Tapi itu bukan guyonan. Tidak boleh menebang pohon. Pembangunan dikerjakan dengan menyesuaikan diri dengan pohon. Harus. Ada undang-undangnya.
Lalu dari jendela hotel, saya melihat gedung-gedung berseberangan memiliki teras-teras hijau, green canopy. Bukan sekedar tanaman dalam pot. Tapi benar-benar menanam pohon. Pohon tua dari halaman gedung tua itu wajib terpelihara. Jika tidak punya pohon, maka anda diwajibkan menciptakan teduhan hijau, tidak perduli berapa lantai gedung yang sedang anda bangun. Lagi-lagi: ada undang-undangnya.
Saya sungguh sulit menelan kenyataan, bahwa saya masih di Asia. Hanya 3 jam jauhnya dari kota tempat saya tinggal. Ini bukan Eropa. Begitu dekat. Begitu jauh pilihan kebijakan pemerintahan kota kami. Betapa nelangsa.
Ketika menemukan postingan foto kawan SMP saya tentang perayaan 50 tahun kota Jayapura, ingatan tentang membangun di sekitar pohon di Singapore itu kembali lagi.
Jadi mereka menanam pohon. Pohon Matoa. Bukan Beringin, bukan pohon import lain yang sedang jadi mode sehingga perlu ditelaah lagi apakah pilihan pohon itu sudah tepat. Yang ditanam di hari ulang tahun ke 50 itu, sesuatu yang khas. Rasanya pilihan itu begitu brilian. Untuk memperingati hari ulang tahun kota, baiklah kita menanam sesuatu yang berasal dari tanah sendiri, sesuatu yang khas. menanam icon. Karena pohon tumbuh, hidup. Karena kalau tumbuh bisa besar. Begitu modern. Apa yang kurang, ada nilai keberlanjutan. Begitu Avatar*. Tapi seperti keterangan foto teman saya, pohon itu ditebang kemudian.
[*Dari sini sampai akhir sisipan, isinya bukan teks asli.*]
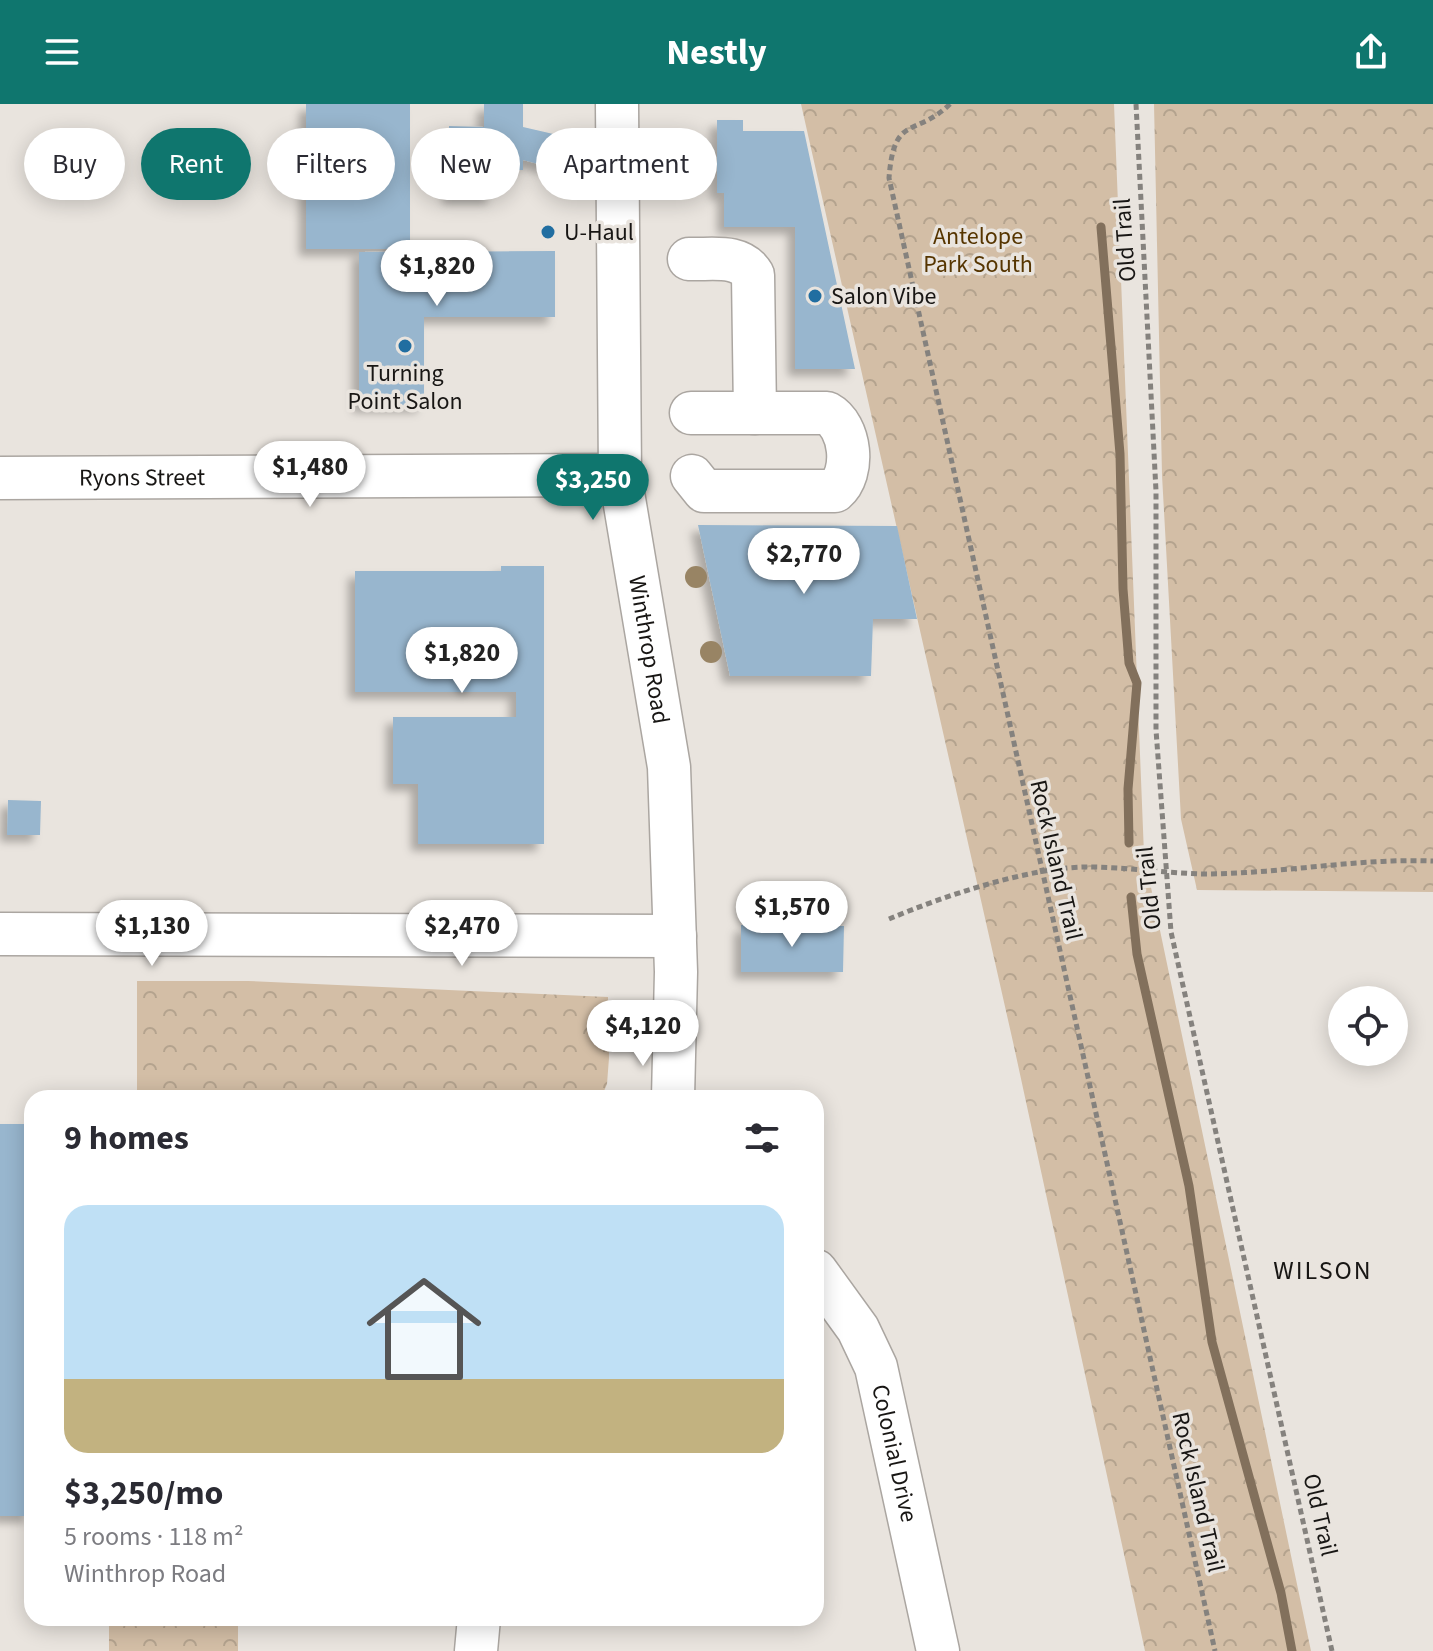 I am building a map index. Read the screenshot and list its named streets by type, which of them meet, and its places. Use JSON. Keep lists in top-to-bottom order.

Dan apa yang dilakukan untuk merayakan ulang tahun ke 100 kota? Salah satu acaranya: lomba gerak jalan. Akibatnya: seorang sahabat yang terjebak macet,karena lomba gerak jalan itu lewat telpon mengeluhkan jalan-jalan yang kecil di Jayapura, dengan volume kendaraan yang terasa melebihi kapasitas. Perlu jalan baru? Hm, memang kelihatan tak terelakan untuk memperluas wilayah beton dan aspal untuk mengakomodir kemajuan.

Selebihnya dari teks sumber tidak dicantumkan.